The next day we send the patient to Mörön in a four-wheel drive bus. Saraa knows the computer expert at the mayor’s office. It turns out that the hard disk has a mechanical defect. Probably due to the cold. “I can’t save your data. Nobody in Mongolia is able to do that,” says the expert on the phone. That is the reason why we send the good part to Germany for a lot of money. A week later, I hear the sobering answer. “Hard disk hopelessly destroyed. Data cannot be recovered,” says Ben, one of our partner’s employees. They install a new hard disk, install the programs I need on it and then hand it over to my parents, who have big problems sending the notebook back to Mongolia.

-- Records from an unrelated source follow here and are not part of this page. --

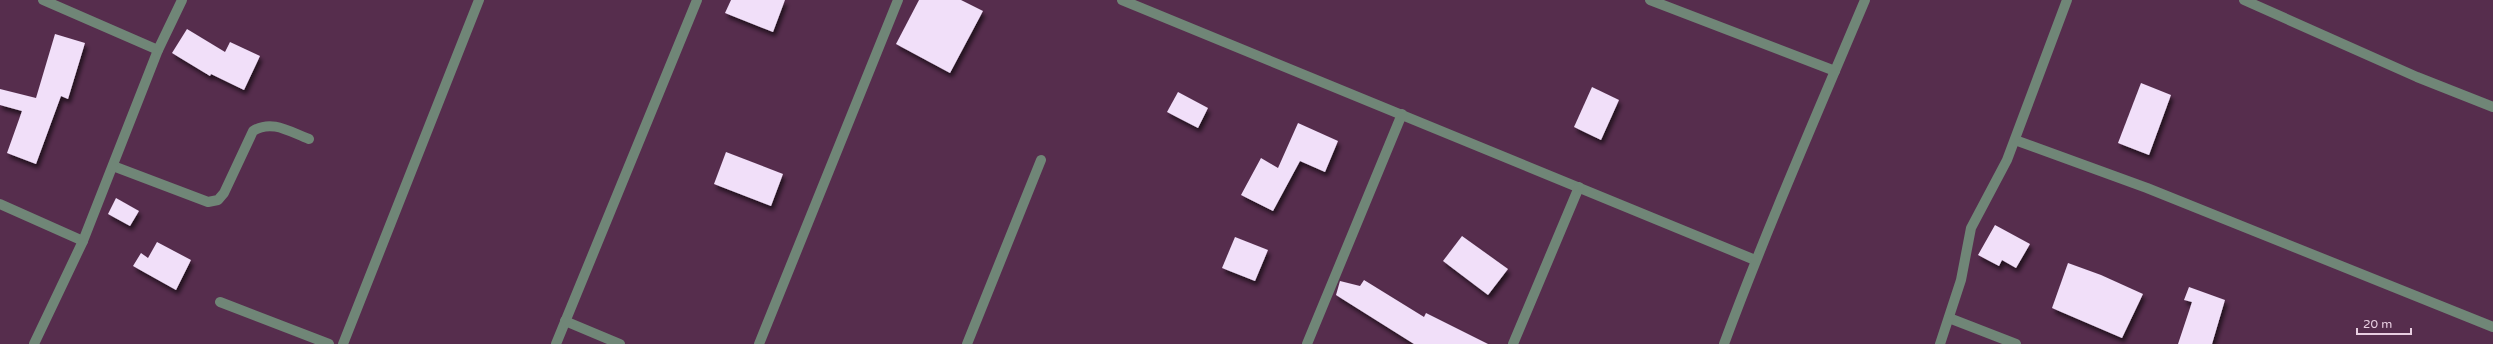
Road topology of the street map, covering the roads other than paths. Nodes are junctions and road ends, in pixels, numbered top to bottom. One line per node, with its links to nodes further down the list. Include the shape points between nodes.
1 (43, 0): 11 (street)
2 (182, 0): 11 (street)
3 (480, 0): 29 (street)
4 (697, 0): 25 (street)
5 (898, 0): 32 (street)
6 (1122, 0): 14 (street)
7 (1650, 0): 12 (street)
8 (1865, 0): 12 (street)
9 (2067, 0): 16 (street)
10 (2244, 0): 13 (street, via 2417,77)
11 (158, 50): 18 (street)
12 (1835, 71): 22 (street)
13 (2493, 107)
14 (1402, 114): 19 (street); 34 (street)
15 (309, 139): 18 (street, via 271,124 261,126 253,131 224,192 218,200 208,202)
16 (2015, 140): 24 (street, via 1971,228 1961,280); 26 (street, via 2147,188)
17 (1041, 160): 33 (street)
18 (113, 166): 21 (street)
19 (1579, 187): 22 (street); 35 (street)
20 (0, 204): 21 (street)
21 (83, 241): 27 (street)
22 (1755, 260): 36 (street)
23 (220, 302): 28 (street)
24 (1949, 318): 37 (street); 38 (street)
25 (565, 321): 30 (street); 31 (street)
26 (2493, 327)
27 (34, 344)
28 (329, 344)
29 (343, 344)
30 (556, 344)
31 (620, 344)
32 (759, 344)
33 (967, 344)
34 (1307, 344)
35 (1514, 344)
36 (1724, 344)
37 (1940, 344)
38 (2016, 344)

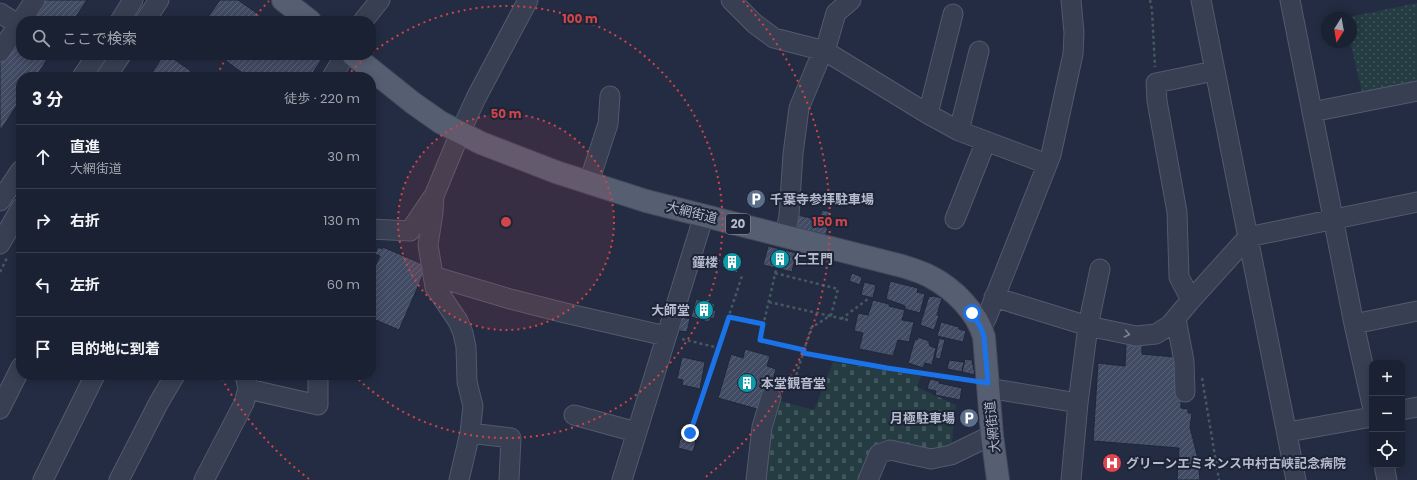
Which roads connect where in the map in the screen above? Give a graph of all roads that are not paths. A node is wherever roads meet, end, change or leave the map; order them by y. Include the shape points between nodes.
1 (35, 0) edge
2 (133, 0) edge
3 (159, 0) edge
4 (380, 0) edge
5 (528, 0) edge
6 (731, 0) edge
7 (851, 0) edge
8 (1071, 0) edge
9 (1201, 0) edge
10 (1290, 0) edge
11 (0, 13) edge
12 (953, 14) dead end
13 (24, 16) edge
14 (123, 16) edge
15 (148, 16) edge
16 (367, 16) edge
17 (16, 20) edge
18 (16, 28) edge
19 (979, 51) dead end
20 (0, 52) edge
21 (825, 52) junction
22 (94, 60) edge
23 (118, 60) edge
24 (342, 60) edge
25 (360, 60) edge
26 (1214, 71) junction
27 (85, 72) edge
28 (109, 72) edge
29 (335, 72) edge
30 (375, 72) edge
31 (376, 73) edge
32 (1417, 91) edge
33 (613, 95) dead end
34 (1312, 112) junction
35 (928, 114) junction
36 (959, 131) junction
37 (460, 133) junction
38 (986, 141) junction
39 (1047, 164) junction
40 (16, 177) edge
41 (589, 182) junction
42 (434, 196) junction
43 (0, 201) edge
44 (1417, 202) edge
45 (704, 215) junction
46 (955, 219) dead end
47 (1334, 219) junction
48 (16, 221) edge
49 (376, 229) edge
50 (1248, 236) junction
51 (783, 243) junction
52 (0, 244) edge
53 (1100, 269) dead end
54 (433, 276) junction
55 (994, 297) junction
56 (1183, 309) junction
57 (1417, 311) edge
58 (1354, 324) junction
59 (1088, 326) junction
60 (981, 328) junction
61 (666, 336) junction
62 (16, 377) edge
63 (93, 380) edge
64 (172, 380) edge
65 (318, 380) edge
66 (247, 382) edge
67 (988, 386) junction
68 (1186, 392) dead end
69 (1370, 396) edge
70 (771, 397) dead end
71 (1078, 403) junction
72 (1417, 407) edge
73 (0, 409) edge
74 (1405, 409) edge
75 (574, 415) dead end
76 (1369, 418) edge
77 (636, 432) junction
78 (1288, 432) junction
79 (470, 433) junction
80 (992, 435) junction
81 (1385, 468) edge
82 (43, 480) edge
83 (118, 480) edge
84 (204, 480) edge
85 (459, 480) edge
86 (508, 480) edge
87 (623, 480) edge
88 (756, 480) edge
89 (868, 480) edge
90 (998, 480) edge
91 (1071, 480) edge
92 (1296, 480) edge
93 (1387, 480) edge

1 - 13 street
2 - 14 street
3 - 15 street
4 - 16 street
5 - 37 street
6 - 21 street via 755,24 774,38
7 - 21 street via 836,13
8 - 39 street via 1073,54
9 - 26 street
10 - 34 street
11 - 17 street
12 - 35 street
18 - 20 street
19 - 36 street
21 - 35 street
21 - 51 street via 819,60 799,108 789,215
22 - 27 street
23 - 28 street
24 - 29 street
25 - 30 main road, 大網街道 / 20
26 - 50 street
26 - 56 street via 1156,83 1177,212 1179,277
31 - 37 main road, 大網街道 / 20 via 413,103
32 - 34 street
33 - 41 street via 608,124
34 - 47 street
35 - 36 street
36 - 38 street
37 - 41 main road, 大網街道 / 20 via 556,172
37 - 42 street
38 - 39 street
38 - 46 street
39 - 55 street
40 - 43 street
41 - 45 main road, 大網街道 / 20 via 646,201
42 - 49 street via 410,231
42 - 54 street via 428,245
44 - 47 street
45 - 51 main road, 大網街道 / 20
45 - 61 street
47 - 50 street
47 - 58 street
48 - 52 street
50 - 56 street
50 - 78 street
51 - 60 main road, 大網街道 / 20 via 902,266 931,277 942,283 964,303
53 - 59 street
54 - 61 street via 510,299
54 - 79 street via 435,287 463,333 466,347 466,382 473,406
55 - 59 street
55 - 60 street
59 -> 56 street via 1148,336 1163,331
56 - 68 street
57 - 58 street
58 - 69 street
59 - 71 street
60 - 67 main road, 大網街道 / 20 via 985,341
61 - 77 street
62 - 73 street
63 - 82 street
64 - 83 street
65 - 66 street via 318,405
66 - 84 street via 244,403
67 - 71 street
67 - 80 main road, 大網街道 / 20
70 - 88 street via 762,427
71 - 91 street
72 - 74 street
75 - 77 street
76 - 78 street
77 - 87 street
78 - 92 street
79 - 85 street
79 - 86 street via 510,438
80 - 89 street via 951,455 931,459 890,450 880,454
80 - 90 main road, 大網街道 / 20
81 - 93 street

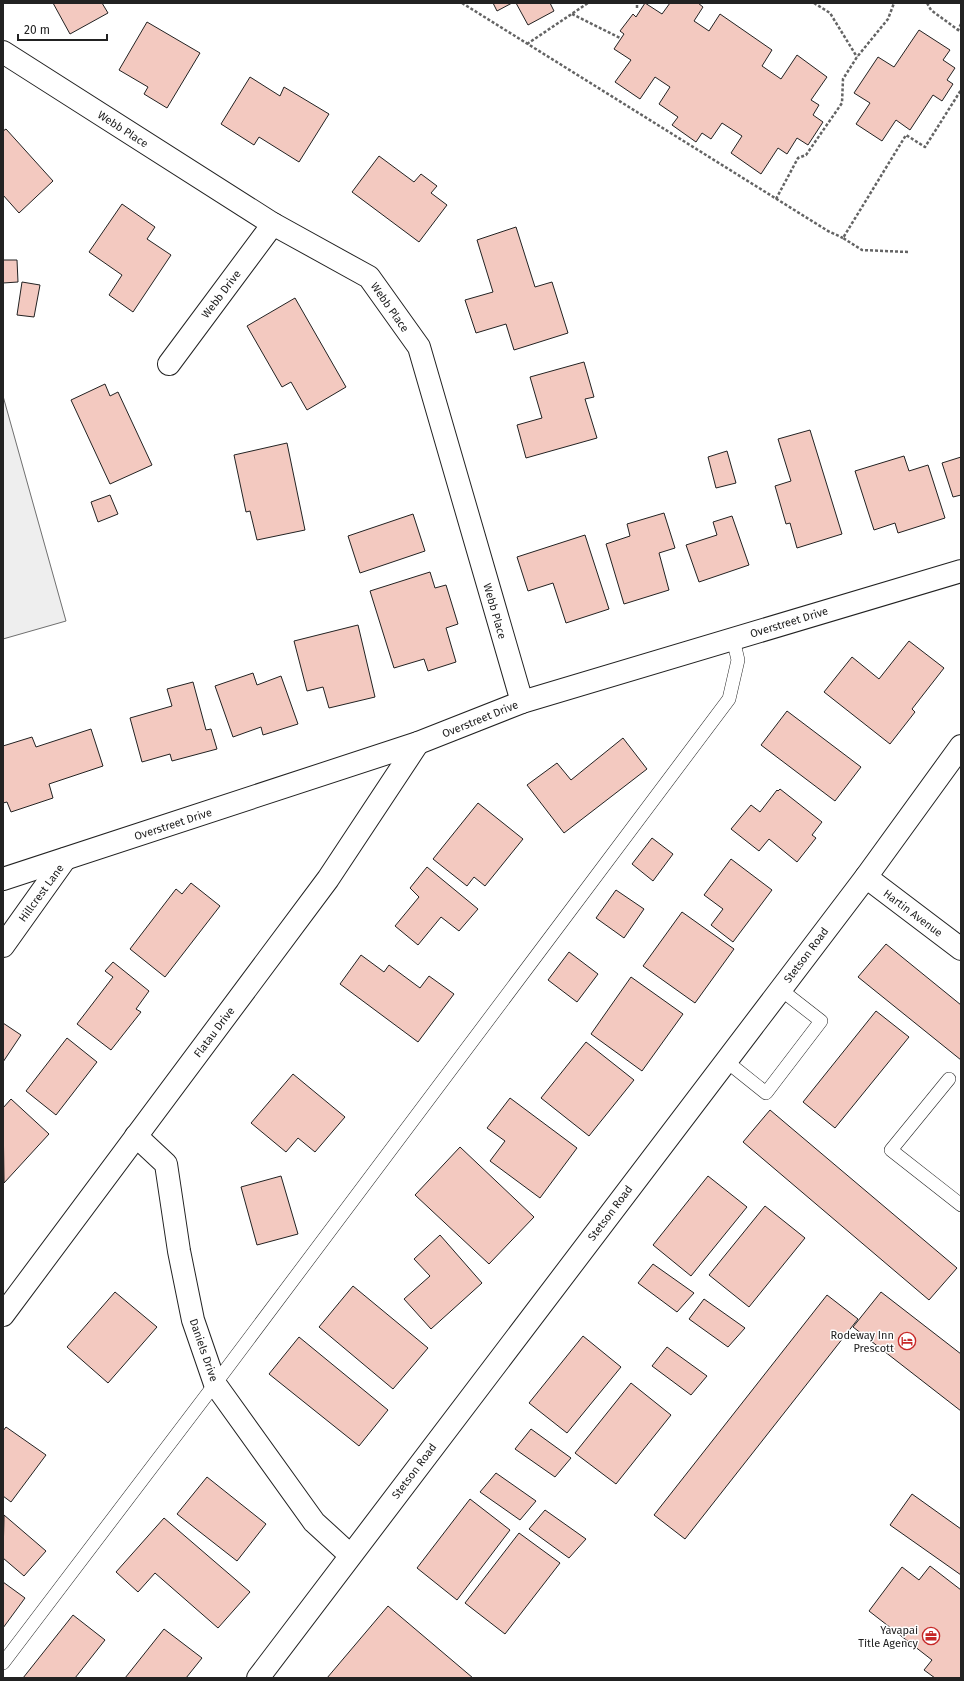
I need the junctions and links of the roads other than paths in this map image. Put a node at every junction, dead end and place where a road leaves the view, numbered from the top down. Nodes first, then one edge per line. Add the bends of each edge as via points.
1 (3, 52) edge
2 (273, 224) junction
3 (169, 364) dead end
4 (961, 571) edge
5 (733, 639) junction
6 (522, 702) junction
7 (418, 743) junction
8 (961, 746) edge
9 (66, 859) junction
10 (866, 877) junction
11 (3, 879) edge
12 (3, 946) edge
13 (961, 949) edge
14 (780, 989) junction
15 (726, 1061) junction
16 (949, 1079) dead end
17 (136, 1136) junction
18 (961, 1205) edge
19 (3, 1315) edge
20 (215, 1384) junction
21 (350, 1555) junction
22 (3, 1663) edge
23 (258, 1678) edge

1 - 2 street, Webb Place
2 - 3 street, Webb Drive
2 - 6 street, Webb Place via 369,277 419,347
4 - 5 street, Overstreet Drive
5 - 6 street, Overstreet Drive
5 - 20 lane via 738,660 729,699
6 - 7 street, Overstreet Drive
7 - 9 street, Overstreet Drive
7 - 17 street, Flatau Drive via 328,879
8 - 10 street, Stetson Road
9 - 11 street, Overstreet Drive
9 - 12 street, Hillcrest Lane
10 - 13 street, Hartin Avenue
10 - 14 street, Stetson Road
14 - 15 street, Stetson Road
14 - 15 lane via 820,1021 816,1027 766,1092
15 - 21 street, Stetson Road
16 - 18 lane via 891,1150
17 - 19 street, Flatau Drive
17 - 20 street, Daniels Drive via 166,1164 179,1252 193,1320
20 - 21 street, Daniels Drive via 314,1522
20 - 22 lane
21 - 23 street, Stetson Road

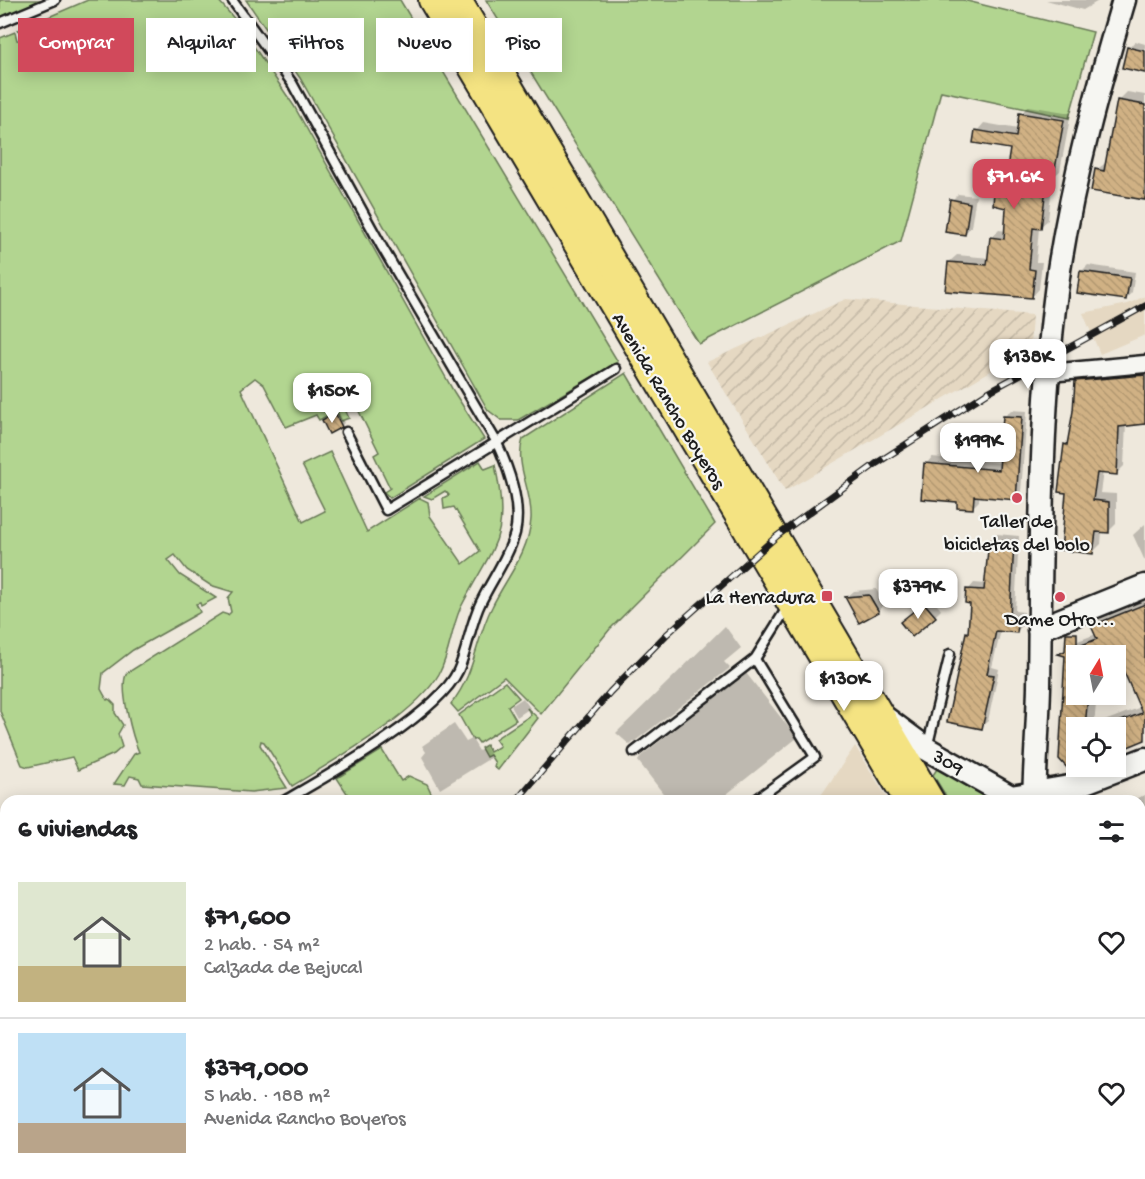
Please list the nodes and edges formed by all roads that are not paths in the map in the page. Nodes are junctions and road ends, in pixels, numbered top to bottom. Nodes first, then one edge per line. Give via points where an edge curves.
1 (55, 0) edge
2 (232, 0) edge
3 (432, 0) edge
4 (458, 0) edge
5 (1124, 0) edge
6 (0, 23) edge
7 (1145, 364) edge
8 (616, 369) dead end
9 (1049, 373) junction
10 (346, 432) dead end
11 (496, 441) junction
12 (1145, 586) edge
13 (791, 602) junction
14 (1039, 629) junction
15 (950, 654) dead end
16 (755, 659) junction
17 (836, 679) junction
18 (878, 712) junction
19 (927, 748) junction
20 (634, 752) dead end
21 (1145, 759) edge
22 (293, 795) edge
23 (762, 795) edge
24 (904, 795) edge
25 (927, 795) edge
26 (1008, 795) edge
27 (1034, 795) edge
28 (1044, 795) edge

1 - 6 lane
2 - 11 lane via 291,84
3 - 13 main road, Avenida Rancho Boyeros
4 - 18 main road, Avenida Rancho Boyeros
5 - 9 main road via 1070,207
7 - 9 street
8 - 11 lane
9 - 14 main road via 1041,478
10 - 11 lane via 386,510
11 - 22 lane via 509,471 515,531 479,605 458,672 416,717
12 - 14 main road
13 - 16 lane
13 - 17 main road, Avenida Rancho Boyeros
14 - 27 main road
15 - 19 lane
16 - 20 lane
16 - 23 lane via 816,757
17 - 18 main road, 309
17 - 24 main road, Avenida Rancho Boyeros
18 - 19 main road, 309
18 - 25 main road, Avenida Rancho Boyeros
19 - 26 main road, 309
21 - 28 main road, 309

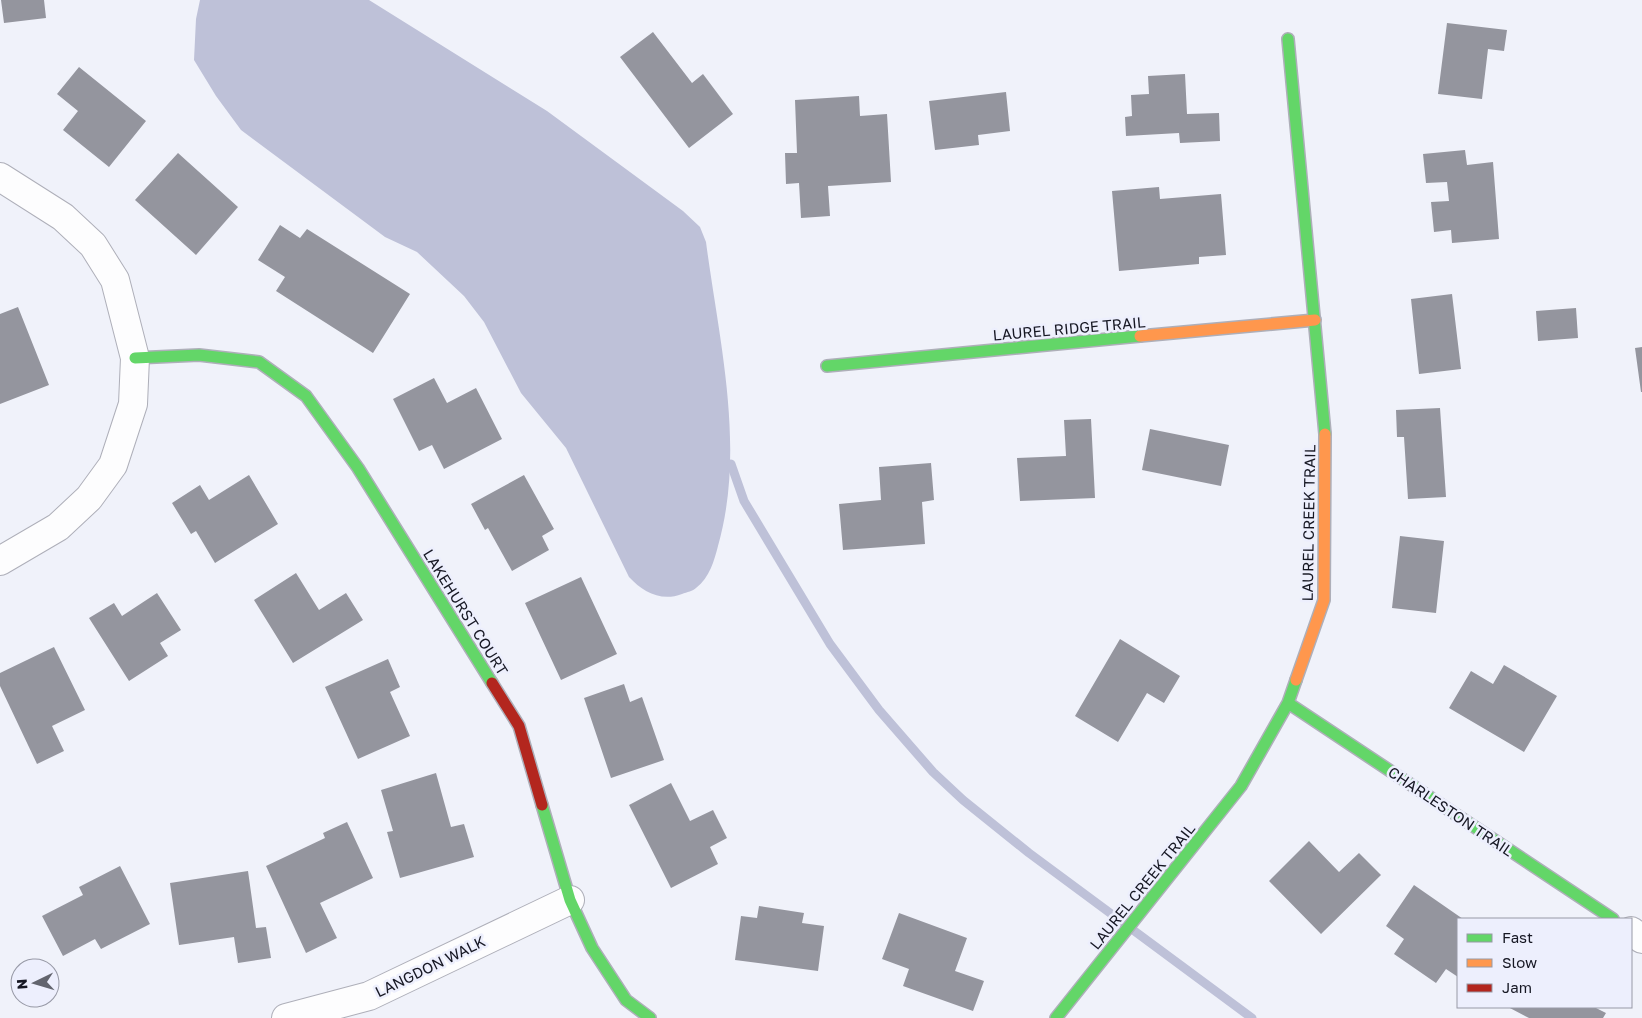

Courier services refuse to send laptops with batteries because of the risk of explosion. Apart from that, the shipping costs are up to 350,- € and only to Ulan Bator. Now the laptop is on its way with the normal mail. Shipping time up to four weeks.
In the meantime, I’m working on our spare computer, which we thankfully have with us for the first time when traveling. It consumes a lot of power, is very slow and outdated, but it runs.